理想を言えば、国は本当に心から、国民の誰一人として病にかからず、事故も犯罪も災害もなければ良いと思っているはずです。その度にお金がかかりますから。

そんなことは無茶な話だし、確かに婚期や出産年齢が上がってしまうのは社会システムに問題があるという側面も絶対にあるのだけど、国は切実に、私たち国民の無病息災を願っている。

こと障害児の誕生に関する対策の一つとして、国民一人ひとりに先天性の疾患リスクを下げる葉酸の重要性を伝えることをしているのです。

不妊治療にも国のお金がかかる

高齢出産とセットで考えなければならないのが不妊治療です。

不妊治療にも助成金は支払われますが、年次を重ねるごとに支給者は増加の一途を辿り、2016年からはついに43歳以上の方への助成が廃止され、助成を受けられる年齢でも、助成回数が減りました。

不妊治療を受ける人の数は年々増えているのに、いずれの年齢の方にも同じように助成金を支払うのは難しいことですよね。

どれだけ子どもが欲しいという意志があっても、医学的に妊娠が可能だと言える年齢には限度がありますから、制限を設けるのは仕方のない処置だと思います。
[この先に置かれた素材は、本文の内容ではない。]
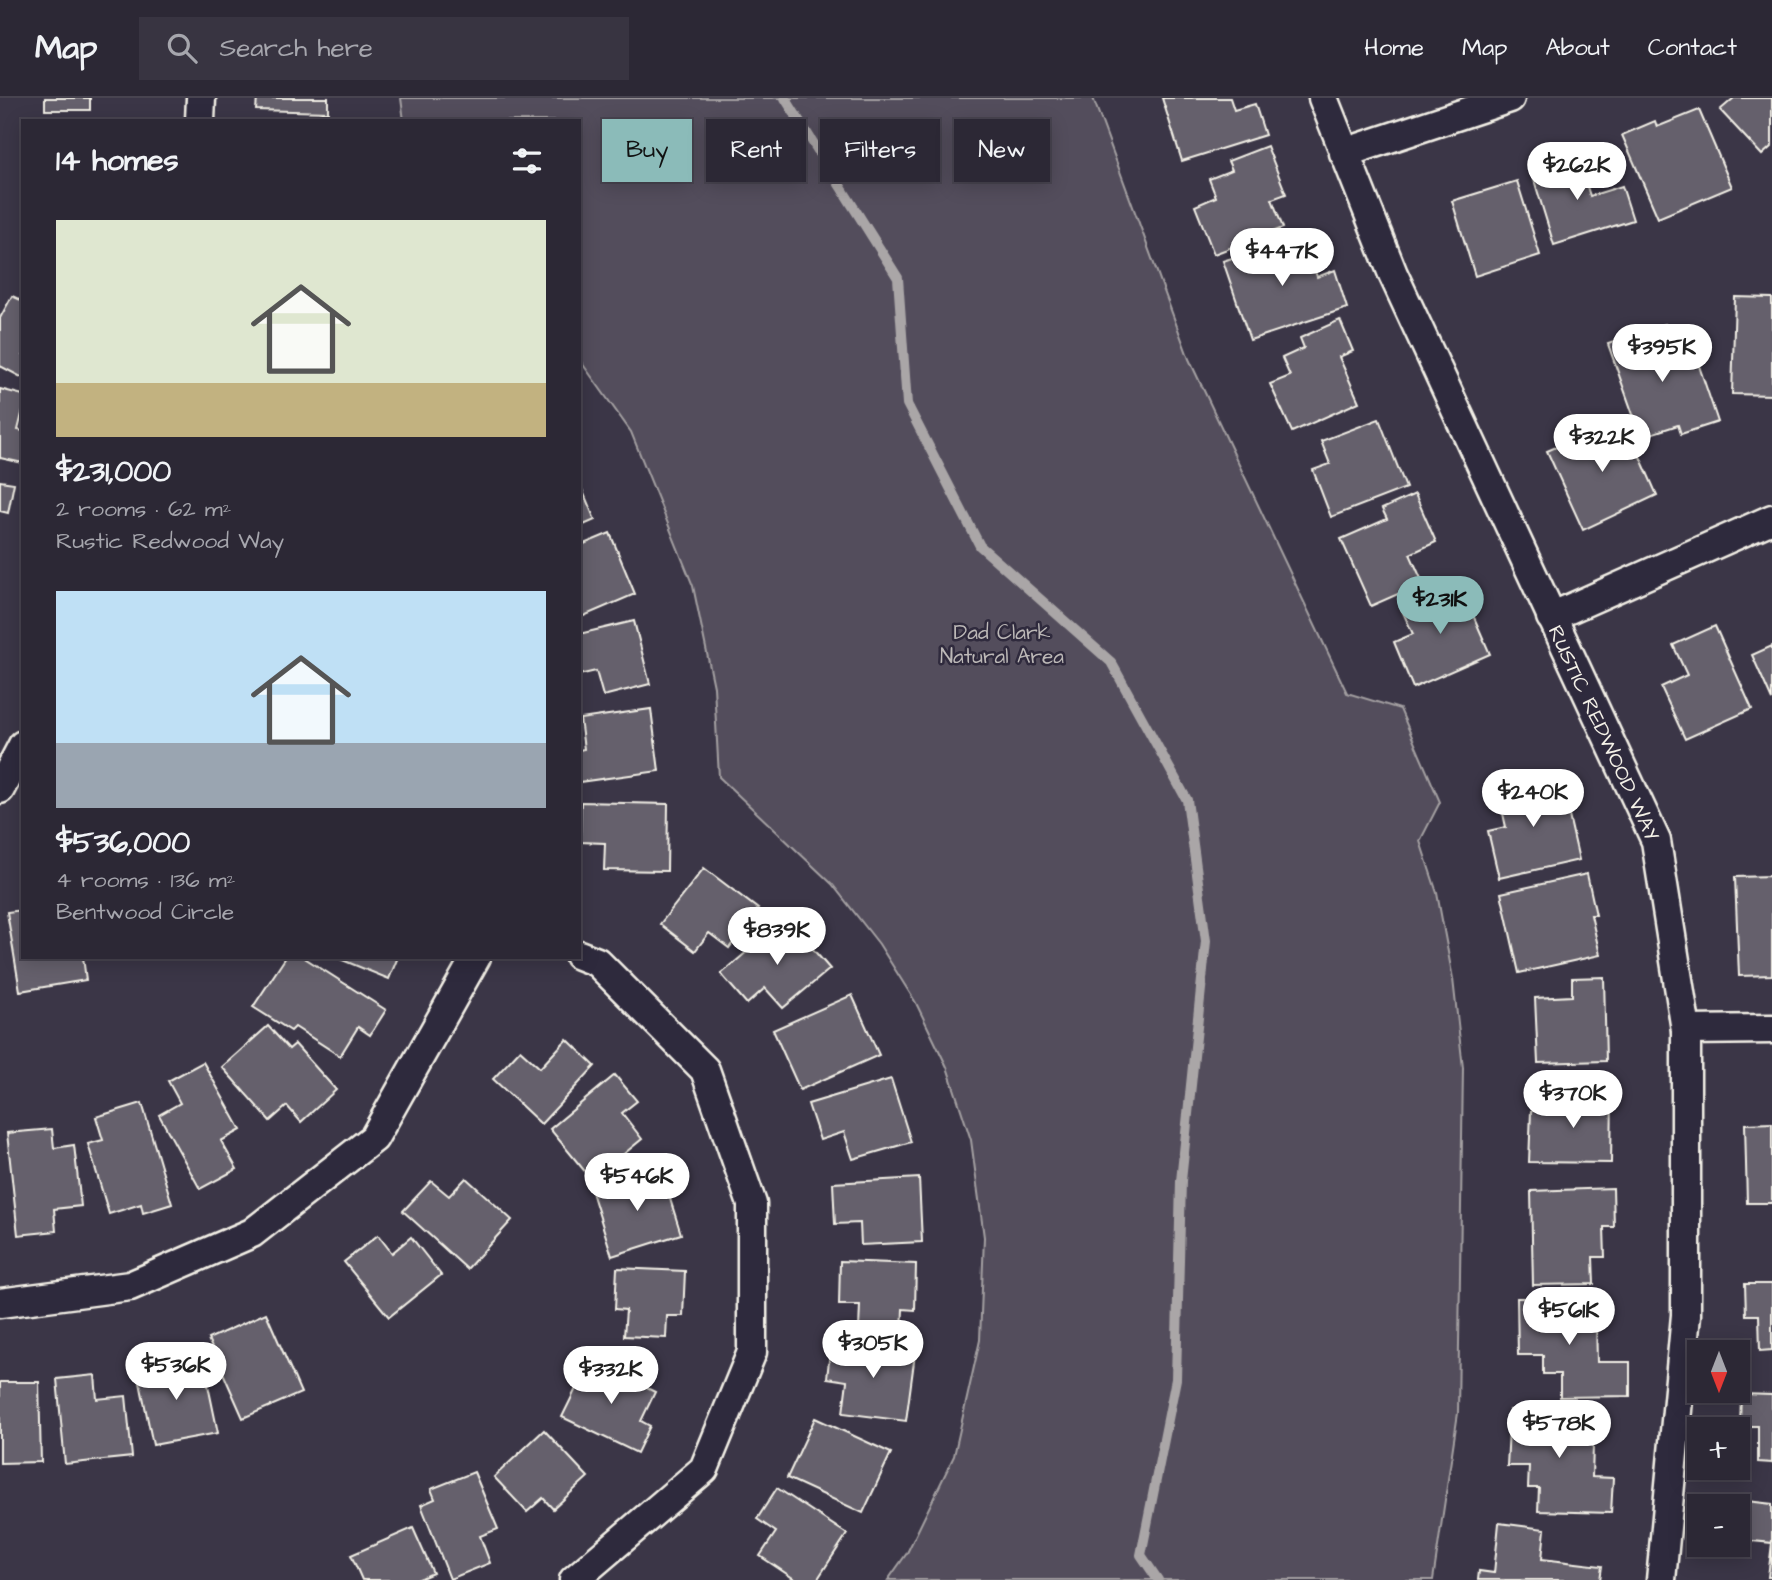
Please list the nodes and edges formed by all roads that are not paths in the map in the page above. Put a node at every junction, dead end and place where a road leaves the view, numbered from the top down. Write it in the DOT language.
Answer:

現代においては、女性も仕事上のキャリア形成などを考え結婚はともかく妊娠は先送りにするという方は多いと思います。

若い年代では所得の低さやハードワークが仇となり、結婚自体が遅れてしまったり、妊娠前に体を壊してしまう方も多いと聞きます。

いずれの場合においても、子どもが欲しいと少しでも思うのなら、体を大切にすることが肝心です。

葉酸の重要性をもう一度考えてみて

日本は高福祉国家ですから、きちんと手続きさえ行えばハンデを背負っていたとしても少しずつ負担を減らしながら生活することができます。

しかしその仕組みは国が健全であればこそですから、助成や保障が当たり前ではなく、自分でできることは自分でやるということが大事。
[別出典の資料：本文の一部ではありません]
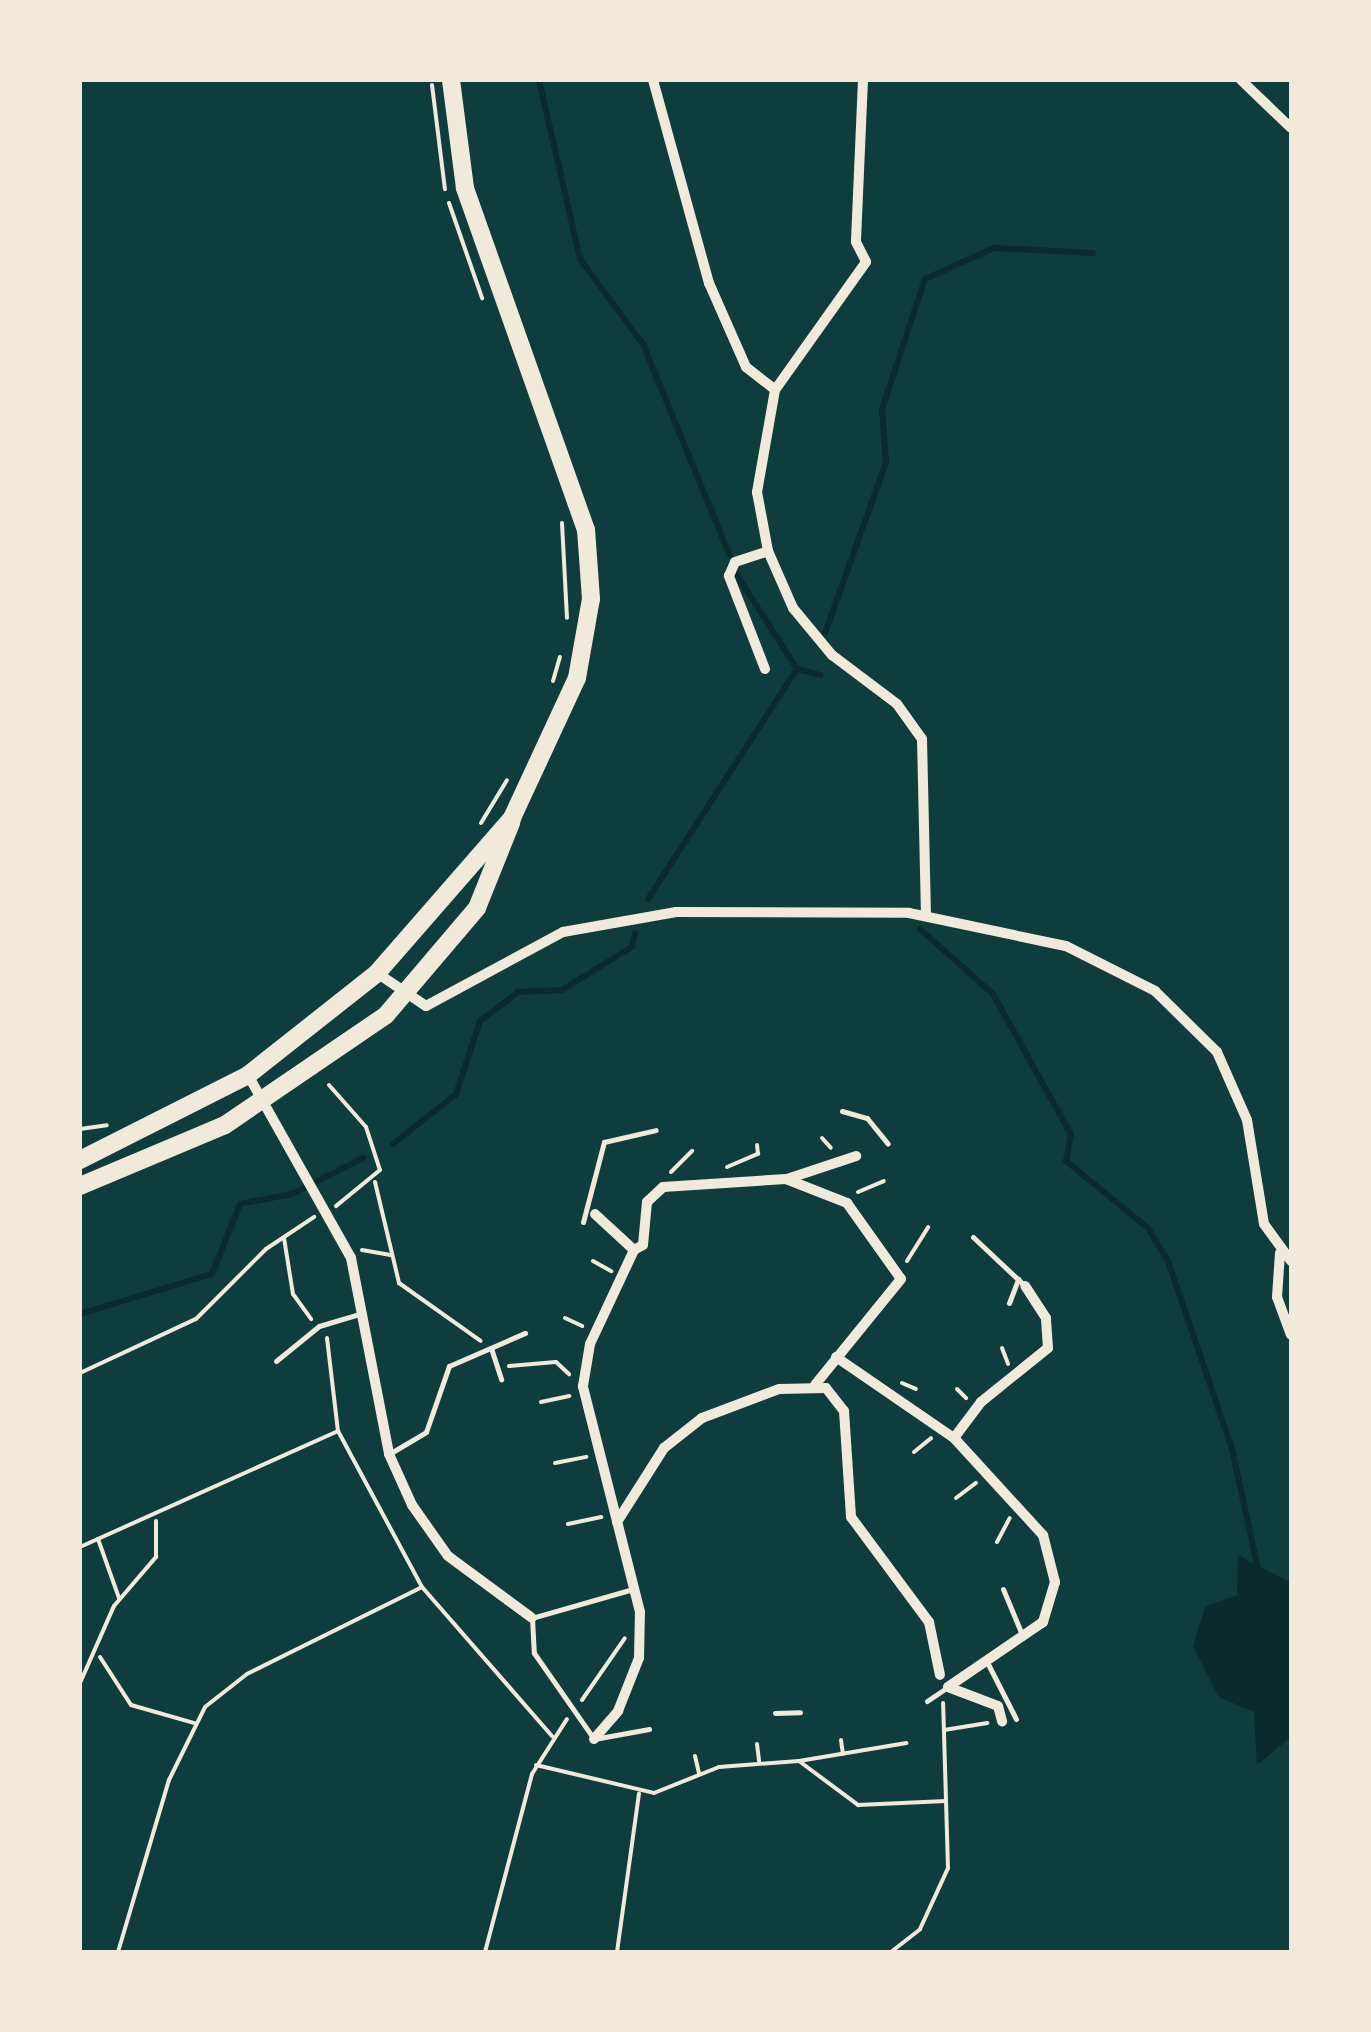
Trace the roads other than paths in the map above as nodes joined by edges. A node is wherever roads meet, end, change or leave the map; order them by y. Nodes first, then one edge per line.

妊娠や出産に関して言えば、葉酸サプリを早めに適量摂っておくことで胎児の健康を守る可能性が上がるだけでなく、母体の健康度にも強く影響します。

所詮サプリメントではありますし、葉酸だけ飲んでおけば問題ないというわけではありません。しかし、少なくとも一部の先天性の障害を持つリスクを下げる効果があるということは間違いありません。
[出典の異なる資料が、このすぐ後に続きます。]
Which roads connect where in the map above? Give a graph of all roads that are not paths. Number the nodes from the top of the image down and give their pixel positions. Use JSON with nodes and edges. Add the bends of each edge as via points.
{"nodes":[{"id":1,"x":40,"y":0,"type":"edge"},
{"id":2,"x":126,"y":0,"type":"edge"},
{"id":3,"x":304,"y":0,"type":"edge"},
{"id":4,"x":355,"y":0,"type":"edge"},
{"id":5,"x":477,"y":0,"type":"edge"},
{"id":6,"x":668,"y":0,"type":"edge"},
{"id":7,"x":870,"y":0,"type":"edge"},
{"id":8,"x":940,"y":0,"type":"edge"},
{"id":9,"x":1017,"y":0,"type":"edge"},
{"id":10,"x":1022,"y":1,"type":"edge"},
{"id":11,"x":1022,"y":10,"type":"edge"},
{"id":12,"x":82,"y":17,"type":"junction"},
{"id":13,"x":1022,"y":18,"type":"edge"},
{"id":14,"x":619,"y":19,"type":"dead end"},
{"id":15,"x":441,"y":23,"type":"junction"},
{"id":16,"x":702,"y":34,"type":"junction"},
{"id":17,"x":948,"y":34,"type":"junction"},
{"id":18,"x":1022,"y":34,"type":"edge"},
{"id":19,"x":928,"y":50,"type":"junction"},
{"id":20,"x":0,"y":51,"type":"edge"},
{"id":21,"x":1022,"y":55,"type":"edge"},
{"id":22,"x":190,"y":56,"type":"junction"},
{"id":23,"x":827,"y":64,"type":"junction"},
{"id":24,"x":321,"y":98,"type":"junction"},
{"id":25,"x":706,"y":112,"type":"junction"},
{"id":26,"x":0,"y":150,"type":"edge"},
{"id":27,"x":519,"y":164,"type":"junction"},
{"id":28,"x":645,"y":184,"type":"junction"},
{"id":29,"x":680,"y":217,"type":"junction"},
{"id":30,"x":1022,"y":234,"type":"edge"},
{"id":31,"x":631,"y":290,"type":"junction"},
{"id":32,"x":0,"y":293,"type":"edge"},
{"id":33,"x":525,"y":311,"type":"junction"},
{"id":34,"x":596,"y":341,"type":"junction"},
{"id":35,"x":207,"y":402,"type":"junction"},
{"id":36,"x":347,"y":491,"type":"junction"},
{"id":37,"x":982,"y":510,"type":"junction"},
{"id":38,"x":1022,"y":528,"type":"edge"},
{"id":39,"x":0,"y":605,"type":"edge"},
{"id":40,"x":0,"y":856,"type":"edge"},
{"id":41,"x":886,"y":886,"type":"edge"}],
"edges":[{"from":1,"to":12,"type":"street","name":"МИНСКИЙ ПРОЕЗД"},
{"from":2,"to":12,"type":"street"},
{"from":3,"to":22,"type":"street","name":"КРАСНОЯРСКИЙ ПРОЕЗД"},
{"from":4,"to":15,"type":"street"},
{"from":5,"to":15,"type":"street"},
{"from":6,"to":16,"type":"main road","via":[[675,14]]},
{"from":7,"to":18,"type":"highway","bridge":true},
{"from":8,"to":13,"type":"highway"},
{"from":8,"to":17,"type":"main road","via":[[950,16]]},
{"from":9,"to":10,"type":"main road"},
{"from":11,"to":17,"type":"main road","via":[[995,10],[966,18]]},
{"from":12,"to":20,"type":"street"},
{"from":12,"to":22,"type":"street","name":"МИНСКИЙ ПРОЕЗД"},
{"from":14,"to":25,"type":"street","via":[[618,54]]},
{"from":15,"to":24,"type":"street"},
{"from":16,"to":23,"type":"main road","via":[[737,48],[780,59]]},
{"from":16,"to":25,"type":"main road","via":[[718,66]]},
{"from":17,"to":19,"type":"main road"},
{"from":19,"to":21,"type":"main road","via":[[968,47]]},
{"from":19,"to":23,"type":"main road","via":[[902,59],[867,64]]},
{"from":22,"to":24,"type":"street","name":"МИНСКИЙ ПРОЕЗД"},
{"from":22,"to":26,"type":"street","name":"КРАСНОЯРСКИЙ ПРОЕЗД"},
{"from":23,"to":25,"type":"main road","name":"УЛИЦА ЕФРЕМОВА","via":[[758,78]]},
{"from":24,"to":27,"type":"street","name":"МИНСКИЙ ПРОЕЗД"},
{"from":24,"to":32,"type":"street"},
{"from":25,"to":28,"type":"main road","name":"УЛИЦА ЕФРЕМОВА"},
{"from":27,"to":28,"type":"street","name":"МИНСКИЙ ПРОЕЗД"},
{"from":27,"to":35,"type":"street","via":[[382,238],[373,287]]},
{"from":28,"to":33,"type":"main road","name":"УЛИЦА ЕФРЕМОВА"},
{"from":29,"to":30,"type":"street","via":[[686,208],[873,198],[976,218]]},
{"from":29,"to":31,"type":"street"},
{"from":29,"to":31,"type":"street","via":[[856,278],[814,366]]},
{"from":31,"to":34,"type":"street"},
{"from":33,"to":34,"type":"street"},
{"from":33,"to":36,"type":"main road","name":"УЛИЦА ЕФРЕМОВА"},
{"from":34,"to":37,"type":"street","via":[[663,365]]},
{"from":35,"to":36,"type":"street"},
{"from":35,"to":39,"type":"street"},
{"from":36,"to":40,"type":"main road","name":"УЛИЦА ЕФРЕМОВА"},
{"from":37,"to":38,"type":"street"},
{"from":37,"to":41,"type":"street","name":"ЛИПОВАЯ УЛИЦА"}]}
母子ともに健康というのが、人情的に見ても、国という立場から見ても一番喜ばしいことです。

国が葉酸を勧めるのは、「赤ちゃんの健康のためですよー」という言葉から受けるマイルドな印象とは裏腹に、「本当に冗談じゃなく葉酸摂って!」という切実さがこもっているのではないかと思います。

もし、サプリメントなんて気休めだしなんの効果もないと考えている方がいましたら、国がこれだけ勧めてるってどういうことだろう?という視点を持って、葉酸の重要性をもう一度考えてみて欲しいのです。